Using the listing below, please gather every line containing the word "Lebuh".

*DATA FOR THE TASK*:
################

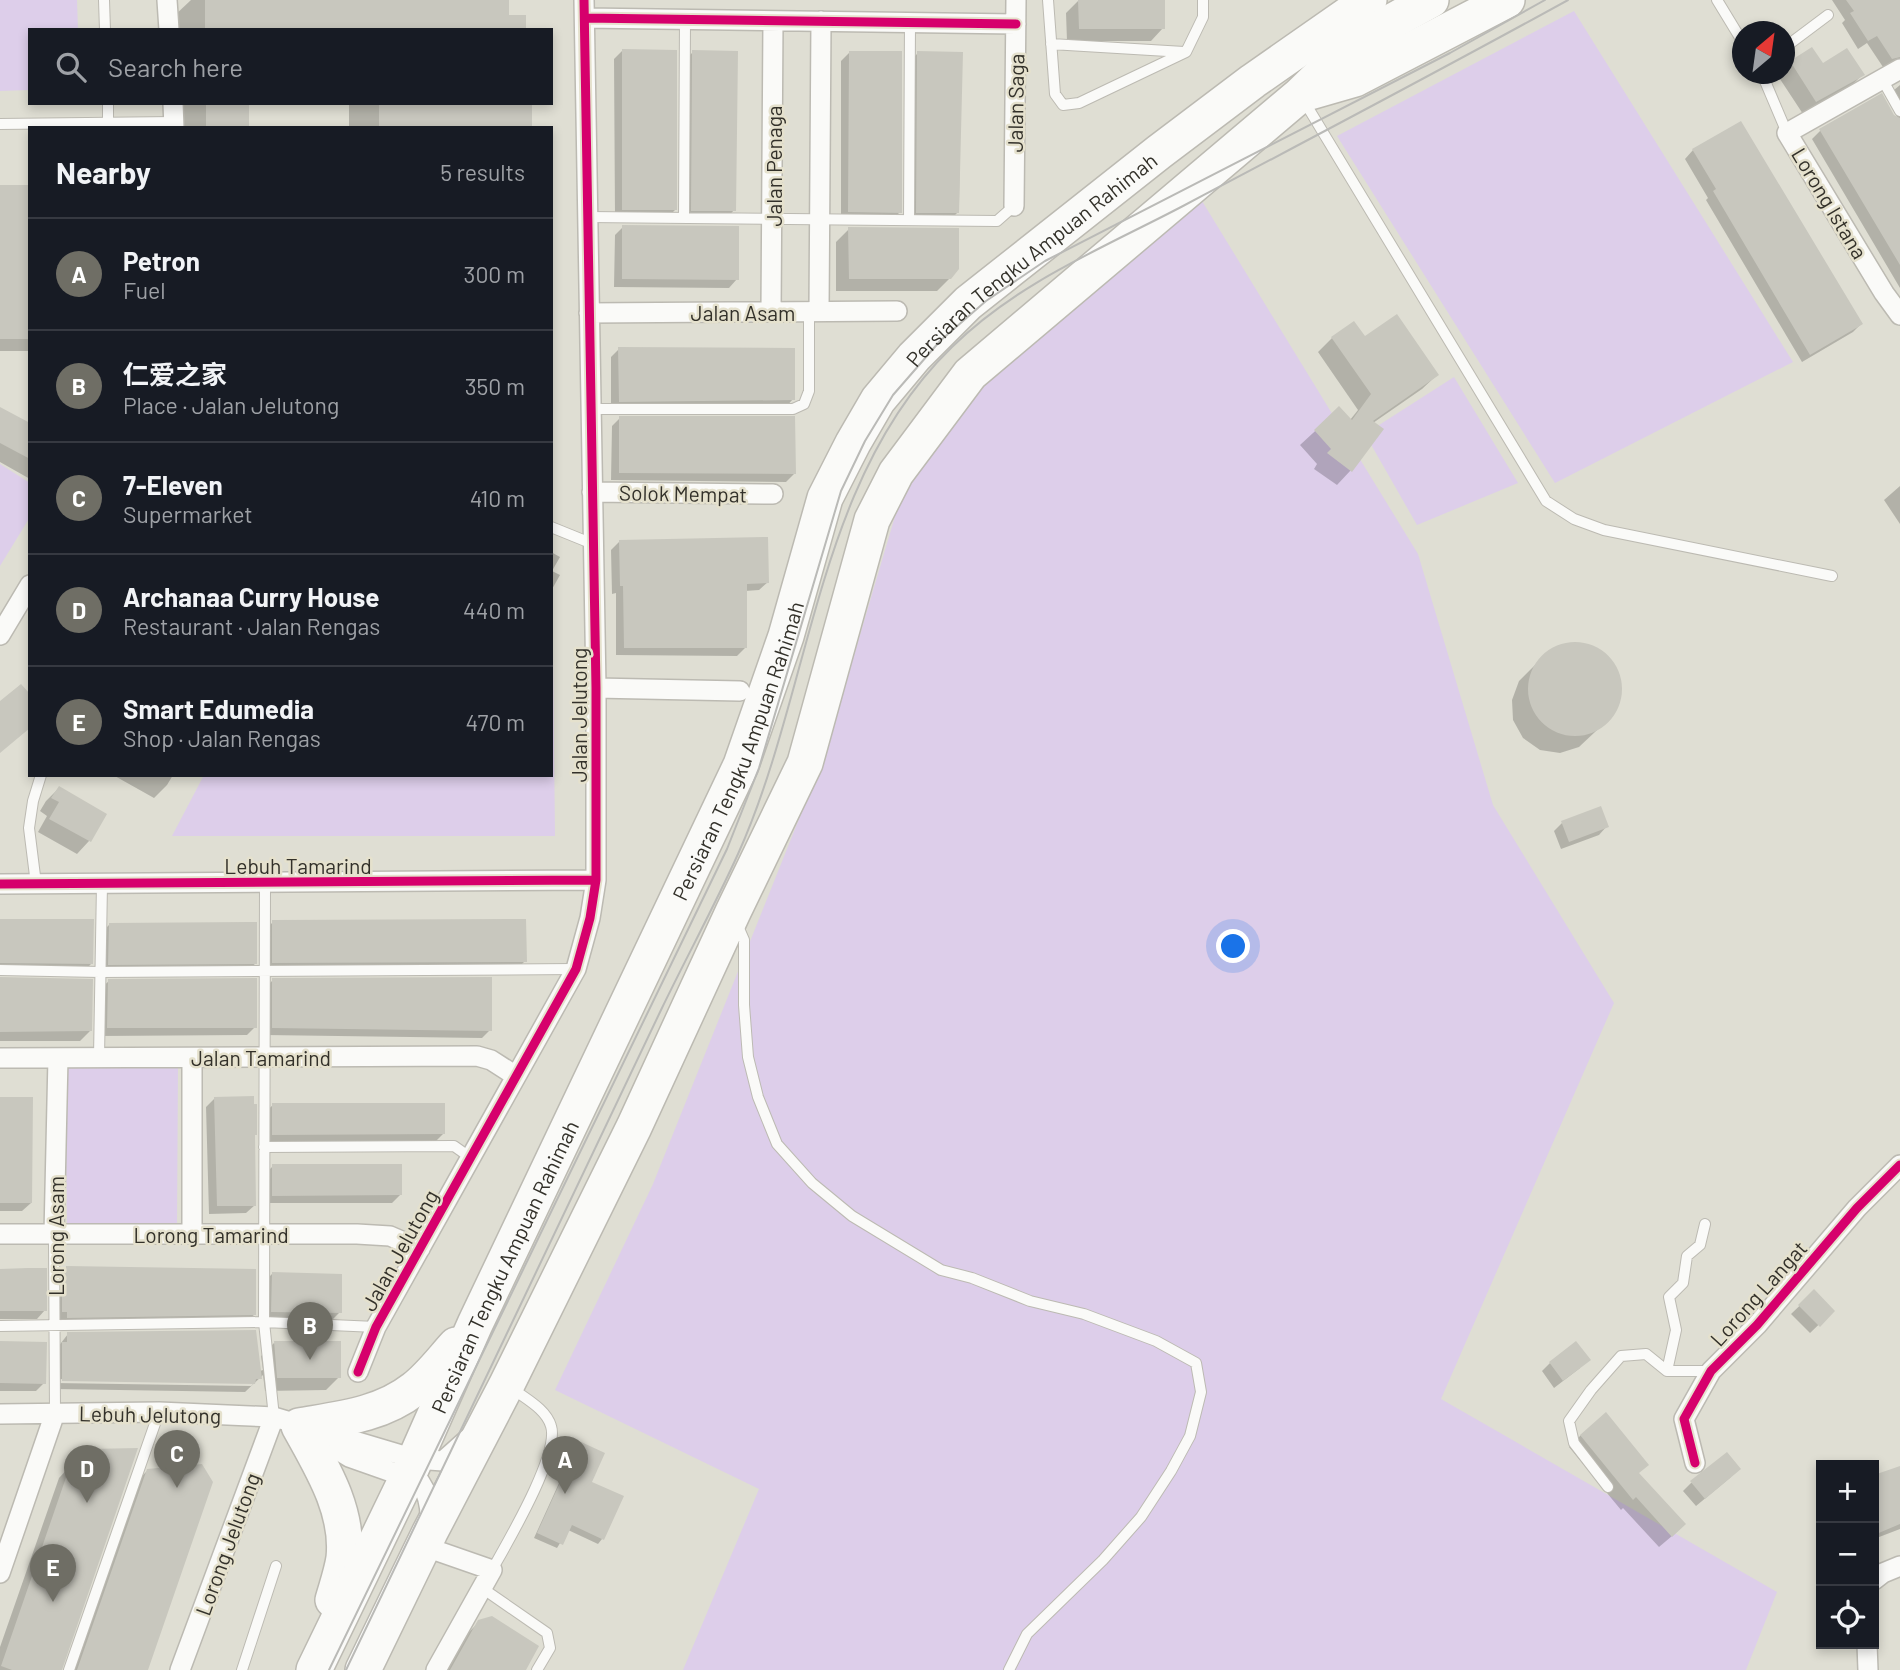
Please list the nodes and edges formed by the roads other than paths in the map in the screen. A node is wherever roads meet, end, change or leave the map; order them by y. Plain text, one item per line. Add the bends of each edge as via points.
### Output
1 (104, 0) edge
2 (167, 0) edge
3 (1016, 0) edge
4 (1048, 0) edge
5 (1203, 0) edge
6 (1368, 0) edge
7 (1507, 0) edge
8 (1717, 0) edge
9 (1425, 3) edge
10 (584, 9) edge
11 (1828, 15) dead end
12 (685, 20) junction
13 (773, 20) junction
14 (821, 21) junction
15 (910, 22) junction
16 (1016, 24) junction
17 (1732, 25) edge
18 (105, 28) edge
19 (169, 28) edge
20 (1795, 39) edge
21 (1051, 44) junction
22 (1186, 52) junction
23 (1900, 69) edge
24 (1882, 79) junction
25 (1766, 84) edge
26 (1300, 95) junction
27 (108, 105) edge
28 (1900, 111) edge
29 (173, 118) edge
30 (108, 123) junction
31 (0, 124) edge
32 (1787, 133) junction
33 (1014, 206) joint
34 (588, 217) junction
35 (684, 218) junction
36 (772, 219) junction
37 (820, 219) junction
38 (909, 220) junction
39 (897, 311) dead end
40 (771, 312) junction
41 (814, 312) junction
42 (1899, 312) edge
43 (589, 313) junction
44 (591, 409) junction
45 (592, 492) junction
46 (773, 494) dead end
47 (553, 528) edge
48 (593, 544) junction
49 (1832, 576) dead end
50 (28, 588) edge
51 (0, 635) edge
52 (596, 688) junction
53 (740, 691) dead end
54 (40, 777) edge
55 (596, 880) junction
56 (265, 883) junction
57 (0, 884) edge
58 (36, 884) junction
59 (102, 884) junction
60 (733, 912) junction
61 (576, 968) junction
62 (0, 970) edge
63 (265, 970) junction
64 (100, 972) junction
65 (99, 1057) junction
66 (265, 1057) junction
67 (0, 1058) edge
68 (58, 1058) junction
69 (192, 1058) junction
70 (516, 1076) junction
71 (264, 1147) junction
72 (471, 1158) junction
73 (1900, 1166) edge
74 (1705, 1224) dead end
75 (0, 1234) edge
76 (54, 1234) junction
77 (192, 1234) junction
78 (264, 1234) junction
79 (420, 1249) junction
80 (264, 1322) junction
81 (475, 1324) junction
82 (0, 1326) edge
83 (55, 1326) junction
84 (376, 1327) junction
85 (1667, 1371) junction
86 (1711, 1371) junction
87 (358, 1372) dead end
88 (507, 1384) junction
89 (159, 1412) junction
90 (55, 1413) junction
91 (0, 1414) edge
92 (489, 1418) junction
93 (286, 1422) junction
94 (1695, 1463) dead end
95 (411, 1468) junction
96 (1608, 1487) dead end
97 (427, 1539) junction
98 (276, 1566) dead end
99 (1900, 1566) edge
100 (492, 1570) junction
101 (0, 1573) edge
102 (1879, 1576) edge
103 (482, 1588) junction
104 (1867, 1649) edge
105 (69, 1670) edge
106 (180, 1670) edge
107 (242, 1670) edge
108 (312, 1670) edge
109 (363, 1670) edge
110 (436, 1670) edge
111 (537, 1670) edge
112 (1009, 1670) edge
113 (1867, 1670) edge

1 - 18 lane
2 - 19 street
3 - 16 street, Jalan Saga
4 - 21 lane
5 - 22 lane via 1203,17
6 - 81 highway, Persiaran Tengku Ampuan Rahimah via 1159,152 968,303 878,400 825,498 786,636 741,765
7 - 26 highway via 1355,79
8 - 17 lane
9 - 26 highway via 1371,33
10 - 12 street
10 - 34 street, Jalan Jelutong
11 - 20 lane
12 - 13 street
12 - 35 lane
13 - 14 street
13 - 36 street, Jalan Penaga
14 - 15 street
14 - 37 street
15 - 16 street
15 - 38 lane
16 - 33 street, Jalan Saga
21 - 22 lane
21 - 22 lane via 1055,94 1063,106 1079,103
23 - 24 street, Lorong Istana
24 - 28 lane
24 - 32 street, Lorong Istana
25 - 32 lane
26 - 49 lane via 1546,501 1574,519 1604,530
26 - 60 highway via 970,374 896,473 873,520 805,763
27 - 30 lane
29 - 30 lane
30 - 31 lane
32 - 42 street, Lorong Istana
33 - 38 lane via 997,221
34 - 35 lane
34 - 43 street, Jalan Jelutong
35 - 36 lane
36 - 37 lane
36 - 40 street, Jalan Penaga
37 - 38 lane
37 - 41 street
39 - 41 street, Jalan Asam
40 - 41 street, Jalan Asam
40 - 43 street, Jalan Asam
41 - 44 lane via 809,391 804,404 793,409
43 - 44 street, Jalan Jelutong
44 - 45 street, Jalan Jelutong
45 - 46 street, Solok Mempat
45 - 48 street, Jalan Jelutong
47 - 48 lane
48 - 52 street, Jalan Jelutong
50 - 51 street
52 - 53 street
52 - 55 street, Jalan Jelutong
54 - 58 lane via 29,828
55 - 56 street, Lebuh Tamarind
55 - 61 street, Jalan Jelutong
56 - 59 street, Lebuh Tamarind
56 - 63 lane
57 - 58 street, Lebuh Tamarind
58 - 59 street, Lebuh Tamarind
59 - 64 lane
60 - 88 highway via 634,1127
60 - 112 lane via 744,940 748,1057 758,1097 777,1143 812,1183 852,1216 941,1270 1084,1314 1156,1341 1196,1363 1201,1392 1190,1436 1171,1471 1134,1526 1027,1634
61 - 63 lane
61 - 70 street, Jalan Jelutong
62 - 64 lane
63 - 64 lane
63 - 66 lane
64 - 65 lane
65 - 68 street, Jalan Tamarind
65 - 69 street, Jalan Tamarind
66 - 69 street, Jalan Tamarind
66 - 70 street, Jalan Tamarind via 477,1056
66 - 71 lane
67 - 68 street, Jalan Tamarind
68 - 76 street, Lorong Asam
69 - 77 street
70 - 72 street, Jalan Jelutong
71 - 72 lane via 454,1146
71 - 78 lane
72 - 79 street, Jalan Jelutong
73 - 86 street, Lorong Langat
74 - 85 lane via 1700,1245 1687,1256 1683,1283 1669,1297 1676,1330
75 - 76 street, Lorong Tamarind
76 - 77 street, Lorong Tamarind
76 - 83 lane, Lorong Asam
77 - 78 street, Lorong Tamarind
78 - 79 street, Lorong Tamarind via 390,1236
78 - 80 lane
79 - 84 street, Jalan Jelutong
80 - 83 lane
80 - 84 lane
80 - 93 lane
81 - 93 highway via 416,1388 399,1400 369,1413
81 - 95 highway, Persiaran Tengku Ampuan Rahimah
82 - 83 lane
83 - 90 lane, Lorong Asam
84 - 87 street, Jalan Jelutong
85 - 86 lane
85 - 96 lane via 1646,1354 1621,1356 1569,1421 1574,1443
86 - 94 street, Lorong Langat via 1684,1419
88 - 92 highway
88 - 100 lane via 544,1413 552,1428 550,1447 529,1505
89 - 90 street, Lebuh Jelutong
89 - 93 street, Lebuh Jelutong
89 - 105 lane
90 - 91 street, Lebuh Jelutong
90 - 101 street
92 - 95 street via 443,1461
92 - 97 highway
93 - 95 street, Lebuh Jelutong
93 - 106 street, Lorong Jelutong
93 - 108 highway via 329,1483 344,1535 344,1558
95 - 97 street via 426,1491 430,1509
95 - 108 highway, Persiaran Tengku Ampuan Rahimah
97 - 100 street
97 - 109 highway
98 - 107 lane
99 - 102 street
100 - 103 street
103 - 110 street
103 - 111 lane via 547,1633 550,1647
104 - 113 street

################

*ANSWER FOR THE TASK*:
55 - 56 street, Lebuh Tamarind
56 - 59 street, Lebuh Tamarind
57 - 58 street, Lebuh Tamarind
58 - 59 street, Lebuh Tamarind
89 - 90 street, Lebuh Jelutong
89 - 93 street, Lebuh Jelutong
90 - 91 street, Lebuh Jelutong
93 - 95 street, Lebuh Jelutong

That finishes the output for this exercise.